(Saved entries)
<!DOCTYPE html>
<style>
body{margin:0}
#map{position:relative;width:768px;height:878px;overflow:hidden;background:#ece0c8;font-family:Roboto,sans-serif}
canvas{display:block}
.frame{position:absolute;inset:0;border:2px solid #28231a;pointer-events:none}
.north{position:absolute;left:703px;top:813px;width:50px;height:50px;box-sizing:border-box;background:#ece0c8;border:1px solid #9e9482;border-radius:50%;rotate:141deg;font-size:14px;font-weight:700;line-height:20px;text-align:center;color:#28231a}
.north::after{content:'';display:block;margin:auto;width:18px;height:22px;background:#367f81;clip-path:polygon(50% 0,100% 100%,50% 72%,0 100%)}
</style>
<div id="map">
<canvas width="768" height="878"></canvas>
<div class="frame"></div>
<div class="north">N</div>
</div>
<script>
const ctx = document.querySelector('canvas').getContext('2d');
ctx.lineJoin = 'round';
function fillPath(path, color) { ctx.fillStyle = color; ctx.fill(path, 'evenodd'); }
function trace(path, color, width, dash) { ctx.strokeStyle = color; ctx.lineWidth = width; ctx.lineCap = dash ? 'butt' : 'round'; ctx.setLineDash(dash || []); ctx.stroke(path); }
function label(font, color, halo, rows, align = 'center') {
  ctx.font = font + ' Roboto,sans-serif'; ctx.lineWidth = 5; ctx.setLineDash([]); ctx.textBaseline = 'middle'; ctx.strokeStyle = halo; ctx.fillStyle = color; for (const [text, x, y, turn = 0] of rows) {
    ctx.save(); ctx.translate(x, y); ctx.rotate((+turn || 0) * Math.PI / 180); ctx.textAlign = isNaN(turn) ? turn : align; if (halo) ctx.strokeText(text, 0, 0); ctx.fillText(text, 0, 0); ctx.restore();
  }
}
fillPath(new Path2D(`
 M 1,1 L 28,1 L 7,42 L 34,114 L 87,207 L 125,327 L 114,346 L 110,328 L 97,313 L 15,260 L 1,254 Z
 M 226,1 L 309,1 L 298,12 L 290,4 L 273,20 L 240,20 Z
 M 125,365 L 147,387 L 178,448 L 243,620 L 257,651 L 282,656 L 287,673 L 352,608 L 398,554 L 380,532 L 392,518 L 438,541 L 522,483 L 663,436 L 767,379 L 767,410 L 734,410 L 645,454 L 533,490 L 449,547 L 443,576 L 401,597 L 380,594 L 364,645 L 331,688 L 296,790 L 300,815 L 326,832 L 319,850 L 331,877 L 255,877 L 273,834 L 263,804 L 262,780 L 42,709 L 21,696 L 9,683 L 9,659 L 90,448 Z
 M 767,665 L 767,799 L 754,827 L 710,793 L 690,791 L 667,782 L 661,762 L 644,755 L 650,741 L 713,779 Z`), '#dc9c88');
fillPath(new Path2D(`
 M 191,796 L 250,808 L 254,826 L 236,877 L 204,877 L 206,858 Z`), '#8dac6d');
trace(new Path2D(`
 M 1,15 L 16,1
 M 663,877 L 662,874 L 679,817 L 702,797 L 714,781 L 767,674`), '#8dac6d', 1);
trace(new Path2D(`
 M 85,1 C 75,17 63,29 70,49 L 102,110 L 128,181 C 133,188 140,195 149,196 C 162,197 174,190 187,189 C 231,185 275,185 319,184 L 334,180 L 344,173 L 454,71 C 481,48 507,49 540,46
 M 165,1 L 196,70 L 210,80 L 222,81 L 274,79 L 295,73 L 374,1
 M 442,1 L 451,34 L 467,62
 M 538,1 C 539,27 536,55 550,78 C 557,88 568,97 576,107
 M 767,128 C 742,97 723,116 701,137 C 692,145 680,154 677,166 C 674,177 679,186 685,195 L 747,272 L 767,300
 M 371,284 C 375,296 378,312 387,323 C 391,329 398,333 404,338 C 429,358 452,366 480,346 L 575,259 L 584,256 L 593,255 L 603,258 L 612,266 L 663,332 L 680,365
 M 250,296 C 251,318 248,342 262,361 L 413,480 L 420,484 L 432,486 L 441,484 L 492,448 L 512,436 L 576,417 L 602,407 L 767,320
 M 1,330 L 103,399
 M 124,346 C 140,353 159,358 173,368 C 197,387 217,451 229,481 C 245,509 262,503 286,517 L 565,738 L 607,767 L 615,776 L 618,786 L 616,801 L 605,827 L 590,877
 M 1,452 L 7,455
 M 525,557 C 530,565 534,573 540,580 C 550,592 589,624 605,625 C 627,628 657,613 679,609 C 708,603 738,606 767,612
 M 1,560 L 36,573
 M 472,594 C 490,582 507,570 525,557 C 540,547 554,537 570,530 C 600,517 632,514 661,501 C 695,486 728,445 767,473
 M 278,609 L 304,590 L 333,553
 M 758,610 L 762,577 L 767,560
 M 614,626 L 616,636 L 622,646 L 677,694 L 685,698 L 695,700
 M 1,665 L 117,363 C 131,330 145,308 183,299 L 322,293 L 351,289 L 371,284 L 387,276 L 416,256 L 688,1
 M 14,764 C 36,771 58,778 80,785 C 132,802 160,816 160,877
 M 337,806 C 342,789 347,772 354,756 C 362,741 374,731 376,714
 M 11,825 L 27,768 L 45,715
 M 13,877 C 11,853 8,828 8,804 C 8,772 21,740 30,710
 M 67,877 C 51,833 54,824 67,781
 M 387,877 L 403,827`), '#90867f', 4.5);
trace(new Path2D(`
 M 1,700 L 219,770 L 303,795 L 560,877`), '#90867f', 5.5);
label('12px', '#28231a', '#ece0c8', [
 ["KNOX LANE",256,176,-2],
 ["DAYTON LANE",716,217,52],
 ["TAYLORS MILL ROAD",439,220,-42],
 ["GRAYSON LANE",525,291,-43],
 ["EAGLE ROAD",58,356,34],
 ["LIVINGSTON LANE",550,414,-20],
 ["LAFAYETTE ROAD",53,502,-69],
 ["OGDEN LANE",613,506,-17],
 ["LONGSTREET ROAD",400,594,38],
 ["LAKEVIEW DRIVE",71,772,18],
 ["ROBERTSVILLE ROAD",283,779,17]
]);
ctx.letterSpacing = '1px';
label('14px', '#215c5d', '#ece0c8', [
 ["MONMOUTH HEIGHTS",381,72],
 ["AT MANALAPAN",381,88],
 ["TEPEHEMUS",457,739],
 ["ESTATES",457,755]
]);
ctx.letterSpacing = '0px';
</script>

● **Work to be completed**: Report the total of lines above containing the string "lineWidth", and write nothing besides it.

● **Exercise answer**: 2